#### MATERIAL SUPPLIED
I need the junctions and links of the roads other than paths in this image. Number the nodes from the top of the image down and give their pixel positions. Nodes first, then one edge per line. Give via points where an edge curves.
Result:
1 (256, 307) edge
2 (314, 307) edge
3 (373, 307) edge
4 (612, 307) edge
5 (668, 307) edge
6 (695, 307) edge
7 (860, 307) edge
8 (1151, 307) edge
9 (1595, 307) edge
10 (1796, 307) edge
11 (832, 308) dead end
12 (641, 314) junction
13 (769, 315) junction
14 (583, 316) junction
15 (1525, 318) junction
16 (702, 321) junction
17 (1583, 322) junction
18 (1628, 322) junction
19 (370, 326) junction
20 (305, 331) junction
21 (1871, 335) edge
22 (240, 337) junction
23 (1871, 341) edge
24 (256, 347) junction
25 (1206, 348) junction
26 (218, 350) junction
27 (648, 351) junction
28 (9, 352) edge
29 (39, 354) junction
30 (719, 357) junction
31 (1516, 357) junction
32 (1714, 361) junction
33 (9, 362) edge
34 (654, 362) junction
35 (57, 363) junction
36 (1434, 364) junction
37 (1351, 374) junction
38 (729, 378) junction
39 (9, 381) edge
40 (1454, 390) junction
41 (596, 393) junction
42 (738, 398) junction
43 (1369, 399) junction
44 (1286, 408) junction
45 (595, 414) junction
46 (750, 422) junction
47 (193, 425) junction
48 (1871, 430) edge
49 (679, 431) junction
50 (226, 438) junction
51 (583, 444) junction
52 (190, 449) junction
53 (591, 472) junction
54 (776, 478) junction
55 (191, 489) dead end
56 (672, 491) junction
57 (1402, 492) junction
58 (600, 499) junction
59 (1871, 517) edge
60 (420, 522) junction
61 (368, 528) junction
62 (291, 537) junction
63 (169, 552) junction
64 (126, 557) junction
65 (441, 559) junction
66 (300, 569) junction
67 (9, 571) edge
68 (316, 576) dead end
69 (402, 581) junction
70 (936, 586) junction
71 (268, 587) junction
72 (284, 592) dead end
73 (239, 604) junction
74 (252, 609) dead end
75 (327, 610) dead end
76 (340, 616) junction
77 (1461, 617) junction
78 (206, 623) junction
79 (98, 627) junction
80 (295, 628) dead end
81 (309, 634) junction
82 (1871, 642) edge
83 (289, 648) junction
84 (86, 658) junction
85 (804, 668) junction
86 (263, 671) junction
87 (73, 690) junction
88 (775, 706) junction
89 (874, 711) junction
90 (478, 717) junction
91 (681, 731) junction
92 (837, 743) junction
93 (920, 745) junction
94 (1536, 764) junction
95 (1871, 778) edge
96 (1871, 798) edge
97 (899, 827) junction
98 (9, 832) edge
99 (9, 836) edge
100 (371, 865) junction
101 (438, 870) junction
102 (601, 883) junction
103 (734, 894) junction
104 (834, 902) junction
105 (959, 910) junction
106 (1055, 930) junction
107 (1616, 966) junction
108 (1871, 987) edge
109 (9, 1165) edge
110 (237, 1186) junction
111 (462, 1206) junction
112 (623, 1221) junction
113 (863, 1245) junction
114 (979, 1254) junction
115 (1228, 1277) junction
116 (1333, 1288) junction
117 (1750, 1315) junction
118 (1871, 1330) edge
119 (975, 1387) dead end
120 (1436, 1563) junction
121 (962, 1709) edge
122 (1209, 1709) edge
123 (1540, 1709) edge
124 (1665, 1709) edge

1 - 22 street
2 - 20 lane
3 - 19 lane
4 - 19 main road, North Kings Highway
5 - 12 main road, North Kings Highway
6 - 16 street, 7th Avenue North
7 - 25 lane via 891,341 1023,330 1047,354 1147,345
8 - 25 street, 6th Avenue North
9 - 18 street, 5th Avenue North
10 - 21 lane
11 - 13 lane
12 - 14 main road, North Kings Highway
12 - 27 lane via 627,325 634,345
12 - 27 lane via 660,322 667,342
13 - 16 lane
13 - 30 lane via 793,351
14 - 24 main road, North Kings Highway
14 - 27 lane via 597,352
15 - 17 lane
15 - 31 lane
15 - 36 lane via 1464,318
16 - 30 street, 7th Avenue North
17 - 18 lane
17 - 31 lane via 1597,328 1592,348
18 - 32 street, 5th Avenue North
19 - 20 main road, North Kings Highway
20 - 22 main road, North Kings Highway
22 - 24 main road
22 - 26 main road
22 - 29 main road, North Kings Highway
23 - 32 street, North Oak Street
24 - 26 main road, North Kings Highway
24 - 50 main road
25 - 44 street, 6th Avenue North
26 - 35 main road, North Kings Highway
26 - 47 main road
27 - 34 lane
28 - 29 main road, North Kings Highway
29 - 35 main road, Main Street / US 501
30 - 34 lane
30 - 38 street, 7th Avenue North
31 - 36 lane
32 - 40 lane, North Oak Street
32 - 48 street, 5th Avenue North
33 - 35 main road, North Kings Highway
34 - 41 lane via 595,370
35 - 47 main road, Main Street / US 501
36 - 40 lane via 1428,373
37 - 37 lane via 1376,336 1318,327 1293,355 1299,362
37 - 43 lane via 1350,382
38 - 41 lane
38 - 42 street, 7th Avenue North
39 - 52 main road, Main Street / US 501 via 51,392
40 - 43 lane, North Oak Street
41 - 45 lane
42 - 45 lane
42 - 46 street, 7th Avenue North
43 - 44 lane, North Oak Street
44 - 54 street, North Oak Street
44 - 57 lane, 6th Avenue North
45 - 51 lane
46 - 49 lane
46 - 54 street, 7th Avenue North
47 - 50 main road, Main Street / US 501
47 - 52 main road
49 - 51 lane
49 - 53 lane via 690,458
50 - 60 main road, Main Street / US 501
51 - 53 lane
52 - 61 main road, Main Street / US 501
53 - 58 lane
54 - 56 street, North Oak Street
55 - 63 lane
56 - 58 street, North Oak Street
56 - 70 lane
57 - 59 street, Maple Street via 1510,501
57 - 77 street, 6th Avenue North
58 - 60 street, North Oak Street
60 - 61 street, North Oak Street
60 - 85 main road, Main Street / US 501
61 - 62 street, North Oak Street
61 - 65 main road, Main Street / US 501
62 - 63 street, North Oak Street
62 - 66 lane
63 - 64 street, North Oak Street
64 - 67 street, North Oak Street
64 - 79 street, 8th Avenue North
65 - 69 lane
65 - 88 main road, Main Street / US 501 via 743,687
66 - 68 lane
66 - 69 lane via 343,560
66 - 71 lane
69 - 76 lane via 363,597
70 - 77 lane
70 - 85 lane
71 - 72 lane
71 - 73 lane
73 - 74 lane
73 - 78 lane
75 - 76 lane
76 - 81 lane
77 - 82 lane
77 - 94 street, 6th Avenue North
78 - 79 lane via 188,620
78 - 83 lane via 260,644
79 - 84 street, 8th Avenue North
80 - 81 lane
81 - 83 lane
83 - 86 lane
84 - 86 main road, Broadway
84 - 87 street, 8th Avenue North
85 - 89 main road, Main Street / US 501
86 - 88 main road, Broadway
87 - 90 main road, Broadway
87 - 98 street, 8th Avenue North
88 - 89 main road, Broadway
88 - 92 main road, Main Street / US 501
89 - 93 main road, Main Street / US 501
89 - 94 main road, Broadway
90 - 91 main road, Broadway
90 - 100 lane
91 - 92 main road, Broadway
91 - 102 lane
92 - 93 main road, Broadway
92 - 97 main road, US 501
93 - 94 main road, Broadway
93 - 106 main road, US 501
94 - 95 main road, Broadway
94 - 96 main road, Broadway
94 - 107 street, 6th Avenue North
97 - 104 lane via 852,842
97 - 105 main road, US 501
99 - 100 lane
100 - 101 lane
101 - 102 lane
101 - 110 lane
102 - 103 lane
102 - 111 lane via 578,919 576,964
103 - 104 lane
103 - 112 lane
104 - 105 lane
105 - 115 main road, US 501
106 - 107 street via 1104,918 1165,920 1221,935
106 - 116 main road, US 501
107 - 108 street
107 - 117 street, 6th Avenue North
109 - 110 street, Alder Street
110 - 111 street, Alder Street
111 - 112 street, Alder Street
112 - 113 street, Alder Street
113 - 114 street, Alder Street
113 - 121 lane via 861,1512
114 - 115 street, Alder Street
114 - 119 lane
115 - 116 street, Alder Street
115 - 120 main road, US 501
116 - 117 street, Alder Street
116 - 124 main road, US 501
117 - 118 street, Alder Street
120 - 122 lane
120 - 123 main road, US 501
########
> _EXERCISE DIRECTIONS_
Go through the listing above, and whenever a line holds the word "Kings", copy it.

> _ANSWER TO THIS TASK_
4 - 19 main road, North Kings Highway
5 - 12 main road, North Kings Highway
12 - 14 main road, North Kings Highway
14 - 24 main road, North Kings Highway
19 - 20 main road, North Kings Highway
20 - 22 main road, North Kings Highway
22 - 29 main road, North Kings Highway
24 - 26 main road, North Kings Highway
26 - 35 main road, North Kings Highway
28 - 29 main road, North Kings Highway
33 - 35 main road, North Kings Highway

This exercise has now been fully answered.